Orang-orang arif sering mengatakan barang siapa mengenal dirinya, maka ia akan mengenal Tuhannya, kalau psikolog menjelaskan bahwa kunci untuk memahami orang lain terletak pada kemampuan kita memahami diri sendiri.

Saya ulangi ya, kunci untuk memahami orang lain terletak pada kemampuan kita memahami diri sendiri. Itu adalah kalimatnya Florence Littaeuer. Penulis buku Personality plus.

Jujur saja, saya sering tersesat memahami karakter saya sendiri, suatu ketika saya merasa terhina dan tidak dihargai hanya karena ada seorang mahasiswa di kampus berbicara di hadapan saya sambil merokok, sedangkan di luar kampus, kami berhaha-hihi bersama.

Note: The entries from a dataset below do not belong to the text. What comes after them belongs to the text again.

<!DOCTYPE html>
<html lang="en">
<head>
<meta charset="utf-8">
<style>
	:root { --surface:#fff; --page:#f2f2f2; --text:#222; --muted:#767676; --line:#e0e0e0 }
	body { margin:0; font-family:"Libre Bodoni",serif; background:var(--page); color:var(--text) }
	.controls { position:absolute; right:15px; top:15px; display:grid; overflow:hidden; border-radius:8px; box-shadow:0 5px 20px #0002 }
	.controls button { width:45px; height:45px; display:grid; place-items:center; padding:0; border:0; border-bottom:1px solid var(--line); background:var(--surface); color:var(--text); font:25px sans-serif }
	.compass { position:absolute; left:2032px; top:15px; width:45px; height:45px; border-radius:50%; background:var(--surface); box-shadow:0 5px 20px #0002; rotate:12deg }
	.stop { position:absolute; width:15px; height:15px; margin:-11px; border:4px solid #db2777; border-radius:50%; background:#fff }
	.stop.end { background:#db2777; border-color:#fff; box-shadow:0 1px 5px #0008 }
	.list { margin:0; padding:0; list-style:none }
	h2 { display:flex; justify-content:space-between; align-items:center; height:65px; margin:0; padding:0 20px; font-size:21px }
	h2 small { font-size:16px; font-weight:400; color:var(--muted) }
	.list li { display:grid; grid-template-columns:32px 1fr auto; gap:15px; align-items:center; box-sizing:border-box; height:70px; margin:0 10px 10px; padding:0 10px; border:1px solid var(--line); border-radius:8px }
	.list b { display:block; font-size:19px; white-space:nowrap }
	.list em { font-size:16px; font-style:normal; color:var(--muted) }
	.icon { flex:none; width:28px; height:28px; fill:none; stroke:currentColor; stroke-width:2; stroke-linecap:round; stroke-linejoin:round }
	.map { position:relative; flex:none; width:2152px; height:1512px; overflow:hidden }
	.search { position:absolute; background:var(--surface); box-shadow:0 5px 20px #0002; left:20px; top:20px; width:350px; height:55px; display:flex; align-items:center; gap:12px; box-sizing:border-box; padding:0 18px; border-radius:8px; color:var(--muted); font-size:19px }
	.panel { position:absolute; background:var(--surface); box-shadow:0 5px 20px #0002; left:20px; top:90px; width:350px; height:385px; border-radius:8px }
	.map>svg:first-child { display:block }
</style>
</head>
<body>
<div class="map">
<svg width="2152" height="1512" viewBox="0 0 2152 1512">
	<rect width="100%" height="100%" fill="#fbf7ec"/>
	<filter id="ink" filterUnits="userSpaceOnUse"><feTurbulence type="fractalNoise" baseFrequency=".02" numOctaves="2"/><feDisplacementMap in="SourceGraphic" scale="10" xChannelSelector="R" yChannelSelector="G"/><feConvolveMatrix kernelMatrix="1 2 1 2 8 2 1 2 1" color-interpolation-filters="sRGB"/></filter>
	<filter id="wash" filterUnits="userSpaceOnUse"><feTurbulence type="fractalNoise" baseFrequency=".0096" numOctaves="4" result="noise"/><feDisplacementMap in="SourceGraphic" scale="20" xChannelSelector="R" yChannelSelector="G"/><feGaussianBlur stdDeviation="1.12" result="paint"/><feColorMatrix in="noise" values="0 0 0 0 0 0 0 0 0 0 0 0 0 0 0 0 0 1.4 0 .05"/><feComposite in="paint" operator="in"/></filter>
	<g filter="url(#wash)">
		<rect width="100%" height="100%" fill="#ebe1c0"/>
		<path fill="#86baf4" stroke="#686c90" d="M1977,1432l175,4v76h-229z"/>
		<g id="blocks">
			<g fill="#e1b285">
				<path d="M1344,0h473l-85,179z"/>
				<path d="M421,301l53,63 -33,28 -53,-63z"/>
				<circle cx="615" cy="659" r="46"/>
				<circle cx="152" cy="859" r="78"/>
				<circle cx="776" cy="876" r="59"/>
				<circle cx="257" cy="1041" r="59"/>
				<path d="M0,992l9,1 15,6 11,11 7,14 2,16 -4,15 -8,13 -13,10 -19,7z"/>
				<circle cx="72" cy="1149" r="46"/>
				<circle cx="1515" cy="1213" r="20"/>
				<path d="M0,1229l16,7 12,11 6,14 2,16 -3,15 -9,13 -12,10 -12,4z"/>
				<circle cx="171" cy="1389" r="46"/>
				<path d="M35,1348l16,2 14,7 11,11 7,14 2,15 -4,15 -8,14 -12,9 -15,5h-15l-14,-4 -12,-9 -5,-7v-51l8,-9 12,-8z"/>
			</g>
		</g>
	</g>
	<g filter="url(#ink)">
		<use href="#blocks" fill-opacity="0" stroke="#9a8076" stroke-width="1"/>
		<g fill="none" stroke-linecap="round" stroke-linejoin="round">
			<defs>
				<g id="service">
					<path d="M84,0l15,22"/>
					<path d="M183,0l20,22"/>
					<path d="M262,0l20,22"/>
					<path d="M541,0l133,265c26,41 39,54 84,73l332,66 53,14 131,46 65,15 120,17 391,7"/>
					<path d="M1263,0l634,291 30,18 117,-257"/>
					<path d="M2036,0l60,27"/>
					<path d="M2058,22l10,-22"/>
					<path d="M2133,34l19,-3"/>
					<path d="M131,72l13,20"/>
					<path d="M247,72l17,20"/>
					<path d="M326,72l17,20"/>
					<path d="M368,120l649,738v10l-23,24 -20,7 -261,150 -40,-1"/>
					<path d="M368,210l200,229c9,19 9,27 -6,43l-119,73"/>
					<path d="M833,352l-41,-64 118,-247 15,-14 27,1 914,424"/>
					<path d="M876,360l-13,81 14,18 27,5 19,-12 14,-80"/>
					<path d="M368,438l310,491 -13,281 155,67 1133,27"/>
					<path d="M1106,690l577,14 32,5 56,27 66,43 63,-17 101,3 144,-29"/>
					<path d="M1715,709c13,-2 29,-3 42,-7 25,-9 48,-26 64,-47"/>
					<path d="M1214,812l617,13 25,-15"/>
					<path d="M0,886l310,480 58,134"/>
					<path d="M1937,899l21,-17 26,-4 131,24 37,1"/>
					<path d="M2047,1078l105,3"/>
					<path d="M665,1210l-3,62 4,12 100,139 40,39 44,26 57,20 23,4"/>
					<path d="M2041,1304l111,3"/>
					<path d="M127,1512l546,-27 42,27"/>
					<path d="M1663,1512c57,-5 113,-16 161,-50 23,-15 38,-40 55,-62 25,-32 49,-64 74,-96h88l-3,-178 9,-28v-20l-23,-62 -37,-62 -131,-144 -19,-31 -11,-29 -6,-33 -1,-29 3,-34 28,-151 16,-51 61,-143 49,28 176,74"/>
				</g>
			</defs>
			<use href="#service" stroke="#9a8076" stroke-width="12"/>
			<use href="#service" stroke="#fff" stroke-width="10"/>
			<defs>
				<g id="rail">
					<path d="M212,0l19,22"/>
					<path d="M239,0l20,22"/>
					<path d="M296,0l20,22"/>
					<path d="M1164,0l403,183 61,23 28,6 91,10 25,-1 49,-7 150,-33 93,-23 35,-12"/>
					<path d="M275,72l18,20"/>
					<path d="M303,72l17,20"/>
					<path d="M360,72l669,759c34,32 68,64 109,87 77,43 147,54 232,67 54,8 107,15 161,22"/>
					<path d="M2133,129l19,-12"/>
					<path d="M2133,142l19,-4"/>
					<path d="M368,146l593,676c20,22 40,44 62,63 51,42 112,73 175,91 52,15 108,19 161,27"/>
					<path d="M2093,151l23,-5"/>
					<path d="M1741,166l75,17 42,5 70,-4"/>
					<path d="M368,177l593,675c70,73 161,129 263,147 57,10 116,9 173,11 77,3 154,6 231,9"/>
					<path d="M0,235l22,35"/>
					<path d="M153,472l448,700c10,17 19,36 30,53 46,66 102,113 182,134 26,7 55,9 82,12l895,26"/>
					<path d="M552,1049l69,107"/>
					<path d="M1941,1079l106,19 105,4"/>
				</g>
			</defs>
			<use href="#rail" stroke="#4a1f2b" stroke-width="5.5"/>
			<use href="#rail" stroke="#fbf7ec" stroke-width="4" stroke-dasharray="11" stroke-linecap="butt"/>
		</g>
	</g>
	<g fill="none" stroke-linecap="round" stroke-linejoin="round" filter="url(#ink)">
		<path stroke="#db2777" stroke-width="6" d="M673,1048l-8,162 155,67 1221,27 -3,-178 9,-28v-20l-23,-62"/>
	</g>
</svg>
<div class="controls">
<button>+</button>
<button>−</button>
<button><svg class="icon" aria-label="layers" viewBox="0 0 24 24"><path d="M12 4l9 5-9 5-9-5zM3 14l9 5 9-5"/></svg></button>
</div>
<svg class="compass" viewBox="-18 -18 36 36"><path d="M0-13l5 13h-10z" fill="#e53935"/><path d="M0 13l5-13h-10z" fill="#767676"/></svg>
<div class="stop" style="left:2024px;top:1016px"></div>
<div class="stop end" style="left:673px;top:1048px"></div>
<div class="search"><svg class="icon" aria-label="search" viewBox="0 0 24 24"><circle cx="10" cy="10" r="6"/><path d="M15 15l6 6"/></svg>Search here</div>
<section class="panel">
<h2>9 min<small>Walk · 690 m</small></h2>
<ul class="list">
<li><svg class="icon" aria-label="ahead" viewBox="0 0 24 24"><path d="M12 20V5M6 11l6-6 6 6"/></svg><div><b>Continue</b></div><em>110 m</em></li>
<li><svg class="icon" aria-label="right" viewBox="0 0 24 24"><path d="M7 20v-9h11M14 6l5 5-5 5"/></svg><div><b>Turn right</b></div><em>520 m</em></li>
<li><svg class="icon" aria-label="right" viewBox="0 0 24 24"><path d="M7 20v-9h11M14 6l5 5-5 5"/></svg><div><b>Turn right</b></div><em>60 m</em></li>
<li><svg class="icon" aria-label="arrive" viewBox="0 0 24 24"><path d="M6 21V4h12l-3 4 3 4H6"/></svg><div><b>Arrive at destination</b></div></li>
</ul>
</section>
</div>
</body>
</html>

Di saat yang lain saya terkadang merasa kecewa sama istri hanya karena pulang dari kerja tidak dibuatkan kopi, padahal, pada saat yang sama juga saya menertawakan diri saya sendiri. Kok saya sebegini bergantungnya ya dengan anggapan orang lain.

Perasaan-perasaan tidak dihargai dan kekecewaan seperti demikian, jika saya mau bersabar dan tidak tergesa menilai, saya akan tahu penyebabnya, bahwa saya sedang mengedepankan ego, dan abai dengan keadaan dan situasi orang lain.

Coba kita urai satu-satu.

Mahasiswa yang berbicara dengan saya sambil merokok di kampus itu merasa bahwa dia adalah teman saya, sebagaimana biasanya di luar kampus. Persepsi saya dengan mahasiswa tersebut berbeda di ruang lingkup yang berbeda pula. Di situlah munculnya letupan.

Perasaan saya yang merasa tidak dihargai itu sebenarnya meracuni diri saya sendiri dan tidak memberikan efek apapun terhadap mahasiswa tersebut. Sebenarnya saya cukup bilang saja sama dia “Matikan rokoknya, awakmu mahasiswa aku dosene, saru…” Misalnya. Selesai masalahnya dan sama-sama mengerti.

Sayang sekali, kalimat tersebut sulit untuk diucapkan ketika kita dalam keadaan sudah merasa dilecehkan.

Kondisi yang kedua, di kepala saya sudah beranggapan bahwa tugas istri itu menyambut suami dari pulang kerja dengan senyuman dan segelas kopi, jadi kalau tidak ada. Otak saya akan bekerja sedemikian rupa lalu berkesimpulan "Kok tidak ada senyuman dan kopi ya"

Ketika muncul kesimpulan tersebut saya tidak sadar bahwa saya sedang mengedepankan egoisme saya sebagai suami. Dan benar, saya duduk sebentar melihat keadaan, istri memang sedang sibuk dan lelah karena mengurus rumah dan Yahya.

Mengenali gejala-gejala emosional memang tidak mudah, saya sering lalai dan tergesa-gesa.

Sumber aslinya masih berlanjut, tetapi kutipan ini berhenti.